Removing an array of indexes from an given array

So I am having a bit of difficulty trying to think of the best way of doing this in javascript. I want to remove an array of unsorted indexes from an array that was X number of elements. For example

var index = [ 0, 7, 10, 2, 5, 11] array = [{field0: 0}, {field1: 1}, {field2: 2}, ... {field5: 5}, {field6: 6}...]

So I tried using a nested for loop with splice, but then when I splice, my array loses its indexing and screws up.

The end result should come out to be like array = [{field1: 1}, {field3: 3}, {field4: 4}, .... {field6: 6} ...]

Any help would be greatly appreciated.

Answers


Dave Bush February 2016

I would iterate through array (for/next loop) and at each element see if the number exist in index (index.indexOf(n)).
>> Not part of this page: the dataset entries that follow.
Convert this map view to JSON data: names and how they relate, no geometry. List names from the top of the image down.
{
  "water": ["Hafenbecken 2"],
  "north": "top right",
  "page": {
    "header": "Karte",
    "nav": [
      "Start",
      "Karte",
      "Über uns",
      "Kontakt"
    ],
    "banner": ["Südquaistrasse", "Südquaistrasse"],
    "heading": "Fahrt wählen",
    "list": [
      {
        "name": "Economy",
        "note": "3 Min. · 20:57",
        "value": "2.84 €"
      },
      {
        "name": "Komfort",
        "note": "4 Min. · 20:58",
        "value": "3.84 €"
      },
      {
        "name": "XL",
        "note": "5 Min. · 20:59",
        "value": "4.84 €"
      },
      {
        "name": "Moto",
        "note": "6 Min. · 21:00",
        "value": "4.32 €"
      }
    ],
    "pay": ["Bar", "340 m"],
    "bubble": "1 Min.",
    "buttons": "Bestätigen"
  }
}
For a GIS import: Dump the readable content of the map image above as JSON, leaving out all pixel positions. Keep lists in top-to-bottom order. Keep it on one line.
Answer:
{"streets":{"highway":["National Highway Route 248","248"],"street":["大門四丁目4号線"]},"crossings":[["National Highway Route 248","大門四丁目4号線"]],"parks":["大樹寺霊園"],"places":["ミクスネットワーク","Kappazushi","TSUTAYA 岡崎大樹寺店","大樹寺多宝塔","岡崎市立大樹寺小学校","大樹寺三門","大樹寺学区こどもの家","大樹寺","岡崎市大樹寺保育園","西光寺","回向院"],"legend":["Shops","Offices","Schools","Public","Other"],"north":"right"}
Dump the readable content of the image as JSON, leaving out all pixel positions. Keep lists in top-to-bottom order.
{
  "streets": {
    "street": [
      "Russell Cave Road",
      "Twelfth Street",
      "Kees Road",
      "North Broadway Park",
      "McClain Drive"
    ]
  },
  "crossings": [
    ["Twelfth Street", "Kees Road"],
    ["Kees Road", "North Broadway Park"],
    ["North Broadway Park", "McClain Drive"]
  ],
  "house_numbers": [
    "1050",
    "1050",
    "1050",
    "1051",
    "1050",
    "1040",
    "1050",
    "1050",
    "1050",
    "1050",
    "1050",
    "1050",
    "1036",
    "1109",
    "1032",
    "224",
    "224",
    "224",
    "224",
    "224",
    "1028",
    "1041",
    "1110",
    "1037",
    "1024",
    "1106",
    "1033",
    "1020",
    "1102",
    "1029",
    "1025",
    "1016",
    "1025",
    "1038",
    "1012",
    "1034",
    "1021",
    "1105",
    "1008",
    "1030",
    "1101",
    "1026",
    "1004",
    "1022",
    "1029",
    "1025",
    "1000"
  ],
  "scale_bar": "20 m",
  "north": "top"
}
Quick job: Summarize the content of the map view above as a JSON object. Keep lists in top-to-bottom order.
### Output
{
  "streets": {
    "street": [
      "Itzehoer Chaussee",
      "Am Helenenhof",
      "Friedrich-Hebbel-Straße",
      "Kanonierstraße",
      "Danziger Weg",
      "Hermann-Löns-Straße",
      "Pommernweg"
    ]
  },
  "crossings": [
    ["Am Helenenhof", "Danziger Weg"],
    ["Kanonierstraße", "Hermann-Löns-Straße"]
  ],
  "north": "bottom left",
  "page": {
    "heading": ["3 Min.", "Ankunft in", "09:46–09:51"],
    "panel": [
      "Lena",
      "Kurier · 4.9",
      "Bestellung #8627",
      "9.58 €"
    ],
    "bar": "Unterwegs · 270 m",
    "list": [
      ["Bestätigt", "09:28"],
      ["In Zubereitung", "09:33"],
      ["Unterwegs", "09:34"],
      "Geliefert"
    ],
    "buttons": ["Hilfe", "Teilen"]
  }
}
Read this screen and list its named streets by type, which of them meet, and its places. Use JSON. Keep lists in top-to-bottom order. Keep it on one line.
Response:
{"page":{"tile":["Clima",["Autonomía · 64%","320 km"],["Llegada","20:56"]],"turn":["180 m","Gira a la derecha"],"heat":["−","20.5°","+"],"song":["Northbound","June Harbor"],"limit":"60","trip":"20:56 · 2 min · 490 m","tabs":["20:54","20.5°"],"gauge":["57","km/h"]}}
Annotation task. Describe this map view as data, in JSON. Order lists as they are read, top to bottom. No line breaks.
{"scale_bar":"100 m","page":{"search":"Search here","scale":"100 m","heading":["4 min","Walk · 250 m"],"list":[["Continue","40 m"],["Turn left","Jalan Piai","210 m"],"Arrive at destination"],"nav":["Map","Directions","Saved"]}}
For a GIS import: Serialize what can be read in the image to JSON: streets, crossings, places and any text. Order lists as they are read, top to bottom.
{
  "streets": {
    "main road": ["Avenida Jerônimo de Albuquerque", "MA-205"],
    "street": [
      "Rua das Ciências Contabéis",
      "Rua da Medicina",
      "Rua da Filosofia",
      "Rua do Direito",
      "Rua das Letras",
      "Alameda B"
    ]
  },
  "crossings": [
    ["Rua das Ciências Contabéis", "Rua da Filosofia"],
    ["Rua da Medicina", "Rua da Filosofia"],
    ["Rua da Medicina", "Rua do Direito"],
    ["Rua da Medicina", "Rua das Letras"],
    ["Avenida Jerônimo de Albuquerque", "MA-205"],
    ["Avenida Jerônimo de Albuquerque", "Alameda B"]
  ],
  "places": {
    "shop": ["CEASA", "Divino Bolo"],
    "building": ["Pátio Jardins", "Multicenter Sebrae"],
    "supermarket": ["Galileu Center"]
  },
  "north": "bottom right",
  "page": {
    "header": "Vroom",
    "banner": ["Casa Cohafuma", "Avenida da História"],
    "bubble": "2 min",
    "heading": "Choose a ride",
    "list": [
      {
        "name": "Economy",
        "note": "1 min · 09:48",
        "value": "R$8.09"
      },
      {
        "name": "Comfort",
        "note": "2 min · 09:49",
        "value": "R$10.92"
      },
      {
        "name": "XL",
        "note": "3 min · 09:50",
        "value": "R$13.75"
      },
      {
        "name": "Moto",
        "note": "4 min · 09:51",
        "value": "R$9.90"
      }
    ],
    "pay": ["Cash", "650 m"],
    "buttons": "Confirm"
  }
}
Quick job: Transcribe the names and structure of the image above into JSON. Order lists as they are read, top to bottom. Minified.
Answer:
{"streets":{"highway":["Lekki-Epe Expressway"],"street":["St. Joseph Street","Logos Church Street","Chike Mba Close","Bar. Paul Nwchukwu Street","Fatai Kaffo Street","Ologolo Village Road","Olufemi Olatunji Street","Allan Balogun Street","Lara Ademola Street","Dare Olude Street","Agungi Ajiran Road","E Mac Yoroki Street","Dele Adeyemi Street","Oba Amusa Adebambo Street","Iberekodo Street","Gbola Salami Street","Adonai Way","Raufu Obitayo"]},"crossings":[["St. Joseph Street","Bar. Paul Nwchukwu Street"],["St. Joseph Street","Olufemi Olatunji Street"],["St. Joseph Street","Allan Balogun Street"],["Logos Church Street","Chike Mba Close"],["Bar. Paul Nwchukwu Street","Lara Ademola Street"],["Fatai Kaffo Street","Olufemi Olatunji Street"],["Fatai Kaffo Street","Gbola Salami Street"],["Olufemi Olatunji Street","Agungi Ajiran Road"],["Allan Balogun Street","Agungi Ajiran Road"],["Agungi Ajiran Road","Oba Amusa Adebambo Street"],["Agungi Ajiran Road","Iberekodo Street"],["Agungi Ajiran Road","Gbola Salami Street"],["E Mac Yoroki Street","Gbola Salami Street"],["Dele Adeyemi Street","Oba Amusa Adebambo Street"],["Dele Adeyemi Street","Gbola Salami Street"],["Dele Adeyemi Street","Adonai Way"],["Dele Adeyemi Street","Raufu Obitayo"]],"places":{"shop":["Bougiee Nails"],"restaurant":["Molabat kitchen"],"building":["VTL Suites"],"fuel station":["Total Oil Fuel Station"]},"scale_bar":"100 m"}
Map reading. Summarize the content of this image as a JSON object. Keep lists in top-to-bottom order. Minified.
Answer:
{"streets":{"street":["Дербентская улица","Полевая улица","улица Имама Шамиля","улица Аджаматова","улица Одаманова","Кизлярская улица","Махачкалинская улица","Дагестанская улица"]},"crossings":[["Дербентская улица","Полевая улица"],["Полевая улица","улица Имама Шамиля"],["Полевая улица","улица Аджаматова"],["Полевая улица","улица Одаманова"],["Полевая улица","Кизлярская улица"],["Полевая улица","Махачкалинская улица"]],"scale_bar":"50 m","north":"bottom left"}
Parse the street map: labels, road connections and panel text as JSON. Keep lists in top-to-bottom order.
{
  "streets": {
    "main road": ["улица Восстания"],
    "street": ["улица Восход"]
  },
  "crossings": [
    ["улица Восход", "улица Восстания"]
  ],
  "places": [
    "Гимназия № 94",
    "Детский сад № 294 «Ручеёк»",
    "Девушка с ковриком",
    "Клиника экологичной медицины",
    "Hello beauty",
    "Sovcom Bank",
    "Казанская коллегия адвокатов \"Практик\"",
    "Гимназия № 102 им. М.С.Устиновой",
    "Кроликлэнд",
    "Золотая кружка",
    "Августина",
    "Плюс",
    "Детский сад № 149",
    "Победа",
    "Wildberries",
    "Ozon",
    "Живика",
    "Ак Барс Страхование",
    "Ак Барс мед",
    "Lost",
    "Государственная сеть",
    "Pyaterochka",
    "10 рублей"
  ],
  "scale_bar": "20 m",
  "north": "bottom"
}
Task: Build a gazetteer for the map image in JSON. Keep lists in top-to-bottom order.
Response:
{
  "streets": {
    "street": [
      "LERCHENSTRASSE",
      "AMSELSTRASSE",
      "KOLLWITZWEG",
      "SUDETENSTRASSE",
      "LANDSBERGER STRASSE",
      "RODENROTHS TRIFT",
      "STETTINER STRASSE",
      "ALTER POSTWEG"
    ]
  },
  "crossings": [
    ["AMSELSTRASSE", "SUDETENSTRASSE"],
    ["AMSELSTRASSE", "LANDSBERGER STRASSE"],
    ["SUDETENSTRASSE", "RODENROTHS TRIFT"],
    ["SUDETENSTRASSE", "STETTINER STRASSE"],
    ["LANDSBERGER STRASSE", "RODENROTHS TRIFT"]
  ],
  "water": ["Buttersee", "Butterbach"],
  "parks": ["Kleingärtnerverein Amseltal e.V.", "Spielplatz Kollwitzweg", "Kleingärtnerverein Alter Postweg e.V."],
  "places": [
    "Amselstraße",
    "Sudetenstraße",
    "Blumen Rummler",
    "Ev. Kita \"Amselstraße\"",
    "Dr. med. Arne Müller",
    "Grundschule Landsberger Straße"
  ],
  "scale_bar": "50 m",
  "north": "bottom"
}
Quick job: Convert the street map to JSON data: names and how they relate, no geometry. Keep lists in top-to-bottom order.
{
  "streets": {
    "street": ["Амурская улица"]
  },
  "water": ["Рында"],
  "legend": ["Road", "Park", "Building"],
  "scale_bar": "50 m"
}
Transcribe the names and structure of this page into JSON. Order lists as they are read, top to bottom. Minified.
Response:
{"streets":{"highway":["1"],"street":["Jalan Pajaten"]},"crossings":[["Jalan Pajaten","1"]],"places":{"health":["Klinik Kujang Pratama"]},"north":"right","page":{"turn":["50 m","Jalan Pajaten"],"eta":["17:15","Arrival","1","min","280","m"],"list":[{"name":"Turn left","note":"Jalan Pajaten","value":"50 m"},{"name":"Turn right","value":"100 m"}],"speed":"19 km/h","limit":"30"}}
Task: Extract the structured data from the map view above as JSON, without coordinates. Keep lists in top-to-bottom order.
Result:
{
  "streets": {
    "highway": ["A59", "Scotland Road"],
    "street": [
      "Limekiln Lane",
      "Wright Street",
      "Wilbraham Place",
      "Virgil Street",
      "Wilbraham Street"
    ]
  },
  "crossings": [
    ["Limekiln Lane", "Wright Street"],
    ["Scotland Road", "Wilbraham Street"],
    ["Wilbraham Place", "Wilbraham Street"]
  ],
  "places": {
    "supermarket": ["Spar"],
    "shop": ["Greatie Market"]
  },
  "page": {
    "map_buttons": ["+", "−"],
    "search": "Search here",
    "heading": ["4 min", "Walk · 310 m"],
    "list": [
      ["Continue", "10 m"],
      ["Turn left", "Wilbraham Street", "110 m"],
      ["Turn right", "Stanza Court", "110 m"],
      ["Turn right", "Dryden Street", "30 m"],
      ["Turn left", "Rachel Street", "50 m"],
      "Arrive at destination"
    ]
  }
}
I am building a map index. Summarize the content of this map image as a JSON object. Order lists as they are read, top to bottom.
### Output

If it does, push the element to a new temporary array.

when you are done, either copy the temp array back to array OR array.length = 0 and push the elements from the temp array back onto the original array.

something like this:

var index = [ 0, 7, 10, 2, 5, 11]
var array = [{field0: 0}, {field1: 1}, {field2: 2},{field3: 3}, {field4: 4}];
var tempArray = [];

for(var arrayIndex = 0;arrayIndex < array.length;arrayIndex++){
    if(index.indexOf(arrayIndex) === -1)
    {
        tempArray.push(array[arrayIndex]);
    }
}
array = tempArray;


Bennett Adams February 2016

If sorting the array of elements to remove is not an issue, you can just do the following:

  var array = [{field0: 0}, {field1: 1}, {field2: 2}, {field3: 3}, {field4: 4}, {field5: 5}, {field6: 6}, {field7: 7}, {field8: 8}, {field9: 9}];
  var indices = [0, 7, 2, 5];

  indices.sort(function(a, b) {
      if ( a > b ) { 
          return 1;
      } else if ( b > a ) { 
          return -1;
      } else {
          return 0;
      }
  });
  for (var i = 0, offset = 0; i < indices.length; i++, offset++) {   
      array.splice(indices[i] - offset, 1);
  }
  console.log(array);

And if for some reason you were unable to sort the array of indices to remove, you could keep track of the offset with the following:

  var array = [{field0: 0}, {field1: 1}, {field2: 2}, {field3: 3}, {field4: 4}, {field5: 5}, {field6: 6}, {field7: 7}, {field8: 8}, {field9: 9}];
  var indices = [0, 7, 2, 5];

  var removedIndices = [];
  function calcOffset(val) {
      var numRemoved = 0;
      for (var j = 0; j < removedIndices.length; j++) {
          if (val > removedIndices[j]) {
              numRemoved++;
          }
      }
      return numRemoved;
  }

  for (var i = 0, offset = 0; i < indices.length; i++, offset++) { 
      var offset = calcOffset(indices[i]);  
      array.splice(indices[i] - offset, 1);
      removedIndices.push(indices[i]);
  }

  console.log(array);


georg February 2016

The solution to your problem is really a one-liner:

array = [00,11,22,33,44,55,66,77];
indexes = [1,7,5,3];

array = array.filter(function(_,i) { return indexes.indexOf(i) < 0 });

document.write('<pre>'+JSON.stringify(array,0,3));


Sirjan Sharma February 2016

You can try deleting them with delete array[index[count]] by looping as long as undefined is not a problem.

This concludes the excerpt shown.